Background information
- Born: Wendy Paola Corzo Carmona 1996 or 1997 (age 29–30) La Mina, Cesar, Colombia
- Genres: Vallenato

= Wendy Corzo =

Colombian accordionist

Wendy Paola Corzo Carmona (born 1996 or 1997) is a Colombian vallenato accordionist. She won the professional accordionist competition of the Encuentro Vallenato Femenino in 2017, and was vallenato queen of the Vallenato Legend Festival in 2023.

==Biography==
===Early life===
Wendy Paola Corzo Carmona was born in 1996 or 1997 and grew up in the village of La Mina, in the Colombian department of Cesar. She is Kankuamo, and her family are originally from Atanquez.

===Music career===
Corzo was given her first accordion at the age of 11 by her parents, and was taught to play by Iván González and Chema Ramos. She then joined Andrés "El Turco" Gil's group Los Niños Cantores y Acordeoneros del Vallenato, with whom she toured Europe.

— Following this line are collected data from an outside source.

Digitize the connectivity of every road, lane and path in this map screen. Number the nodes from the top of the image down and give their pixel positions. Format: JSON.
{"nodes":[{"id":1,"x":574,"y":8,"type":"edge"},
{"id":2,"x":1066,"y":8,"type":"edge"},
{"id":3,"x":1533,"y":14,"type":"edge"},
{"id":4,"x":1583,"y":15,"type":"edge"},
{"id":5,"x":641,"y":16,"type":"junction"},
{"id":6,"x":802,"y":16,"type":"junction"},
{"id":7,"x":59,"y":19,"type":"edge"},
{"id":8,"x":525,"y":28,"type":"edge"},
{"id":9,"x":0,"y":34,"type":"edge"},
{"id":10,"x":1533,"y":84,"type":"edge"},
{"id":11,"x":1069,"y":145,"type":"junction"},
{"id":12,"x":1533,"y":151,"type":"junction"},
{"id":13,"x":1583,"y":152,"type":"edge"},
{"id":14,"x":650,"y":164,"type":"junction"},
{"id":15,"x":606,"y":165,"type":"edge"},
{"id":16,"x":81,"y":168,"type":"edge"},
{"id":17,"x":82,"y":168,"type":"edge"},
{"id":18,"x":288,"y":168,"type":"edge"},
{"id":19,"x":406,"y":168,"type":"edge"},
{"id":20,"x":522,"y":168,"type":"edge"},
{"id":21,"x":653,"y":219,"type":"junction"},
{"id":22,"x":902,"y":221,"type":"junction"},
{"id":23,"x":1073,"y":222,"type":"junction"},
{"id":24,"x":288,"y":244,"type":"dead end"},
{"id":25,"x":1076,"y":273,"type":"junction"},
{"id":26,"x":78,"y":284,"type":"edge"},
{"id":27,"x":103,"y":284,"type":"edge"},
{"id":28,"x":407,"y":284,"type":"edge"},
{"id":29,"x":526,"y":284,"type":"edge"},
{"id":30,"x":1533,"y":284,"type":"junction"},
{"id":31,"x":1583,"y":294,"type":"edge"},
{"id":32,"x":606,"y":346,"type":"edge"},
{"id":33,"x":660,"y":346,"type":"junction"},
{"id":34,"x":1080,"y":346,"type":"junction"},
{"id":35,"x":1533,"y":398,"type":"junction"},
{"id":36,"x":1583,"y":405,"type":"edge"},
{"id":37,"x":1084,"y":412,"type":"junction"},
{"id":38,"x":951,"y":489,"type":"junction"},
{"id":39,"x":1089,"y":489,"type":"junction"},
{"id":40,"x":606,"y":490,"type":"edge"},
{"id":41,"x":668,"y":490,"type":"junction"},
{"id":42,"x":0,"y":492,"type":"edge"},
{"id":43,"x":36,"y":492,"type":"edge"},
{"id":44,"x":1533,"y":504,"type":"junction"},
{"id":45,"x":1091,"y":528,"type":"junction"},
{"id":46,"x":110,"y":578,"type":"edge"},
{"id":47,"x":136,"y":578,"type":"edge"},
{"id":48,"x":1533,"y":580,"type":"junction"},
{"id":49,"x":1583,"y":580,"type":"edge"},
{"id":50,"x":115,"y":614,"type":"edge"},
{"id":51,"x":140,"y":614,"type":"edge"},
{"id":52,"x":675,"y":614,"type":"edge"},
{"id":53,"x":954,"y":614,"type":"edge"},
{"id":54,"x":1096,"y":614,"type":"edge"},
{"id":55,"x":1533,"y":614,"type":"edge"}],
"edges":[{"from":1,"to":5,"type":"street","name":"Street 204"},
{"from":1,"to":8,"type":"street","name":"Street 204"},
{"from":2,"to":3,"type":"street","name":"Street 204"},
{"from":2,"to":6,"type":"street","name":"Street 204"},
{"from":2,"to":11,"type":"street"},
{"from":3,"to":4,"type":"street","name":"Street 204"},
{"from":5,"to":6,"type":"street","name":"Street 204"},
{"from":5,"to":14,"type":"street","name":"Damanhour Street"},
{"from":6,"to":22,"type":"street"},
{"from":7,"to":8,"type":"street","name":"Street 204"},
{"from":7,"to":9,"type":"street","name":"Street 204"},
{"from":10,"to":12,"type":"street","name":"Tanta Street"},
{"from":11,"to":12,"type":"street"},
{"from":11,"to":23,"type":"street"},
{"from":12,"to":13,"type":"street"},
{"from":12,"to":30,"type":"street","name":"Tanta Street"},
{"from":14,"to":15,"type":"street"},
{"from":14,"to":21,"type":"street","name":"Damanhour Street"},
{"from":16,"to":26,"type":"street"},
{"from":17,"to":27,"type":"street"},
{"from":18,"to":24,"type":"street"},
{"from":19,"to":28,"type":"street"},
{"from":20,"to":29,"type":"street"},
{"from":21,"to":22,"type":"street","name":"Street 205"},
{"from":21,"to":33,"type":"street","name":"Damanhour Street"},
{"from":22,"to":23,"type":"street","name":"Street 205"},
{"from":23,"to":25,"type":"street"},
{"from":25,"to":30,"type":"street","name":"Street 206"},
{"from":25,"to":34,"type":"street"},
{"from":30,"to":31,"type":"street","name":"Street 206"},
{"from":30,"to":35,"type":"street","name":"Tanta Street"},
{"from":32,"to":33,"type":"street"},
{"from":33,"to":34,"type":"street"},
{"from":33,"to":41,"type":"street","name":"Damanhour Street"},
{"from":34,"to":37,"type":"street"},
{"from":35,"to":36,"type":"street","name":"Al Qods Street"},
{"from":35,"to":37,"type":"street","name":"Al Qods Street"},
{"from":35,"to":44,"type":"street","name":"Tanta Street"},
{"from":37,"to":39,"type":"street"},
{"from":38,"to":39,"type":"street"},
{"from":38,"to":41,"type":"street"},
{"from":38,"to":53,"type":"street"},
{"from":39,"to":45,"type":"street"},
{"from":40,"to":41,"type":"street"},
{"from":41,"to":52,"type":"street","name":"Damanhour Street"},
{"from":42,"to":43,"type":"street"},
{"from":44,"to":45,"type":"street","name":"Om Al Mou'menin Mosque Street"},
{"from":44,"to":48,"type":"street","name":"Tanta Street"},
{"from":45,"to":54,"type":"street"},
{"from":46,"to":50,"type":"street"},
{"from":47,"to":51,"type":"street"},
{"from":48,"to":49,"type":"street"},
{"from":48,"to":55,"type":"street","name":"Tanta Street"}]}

In 2016 Corzo competed in the accordionist competition of the inaugural Encuentro Vallenato Femenino (Evafe), coming second behind Leidy Salgado. She also performed in the group contest with singer Evelyn Gómez, which they won. Corzo performed with Gómez at the Orchestra Festival of the Barranquilla Carnival in 2017, where they won a Congo de Oro in the vallenato category, with Corzo also winning individually in the best instrumentalist category. She won the Evafe professional accordionist competition in 2017, and in 2025 she was given the title of "sovereign" of the festival (Spanish: soberana del festival).

The Vallenato Legend Festival separated its accordionist competition by gender for the first time in 2019, and Corzo competed, but lost to Loraine Lara. She competed again in 2020 and 2022, and in 2023 she won and was awarded the title of vallenato queen. She performed again at the festival in 2024.

Corzo is a member of Las Musas del Vallenato, the all-female vallenato group founded by Patricia Teherán and Graciela Ceballos, and led by Danny Ceballos. She regularly accompanies Arhuaco singer Kandy Maku on the accordion, and they have toured in Latin America, the United States, Europe, and Japan.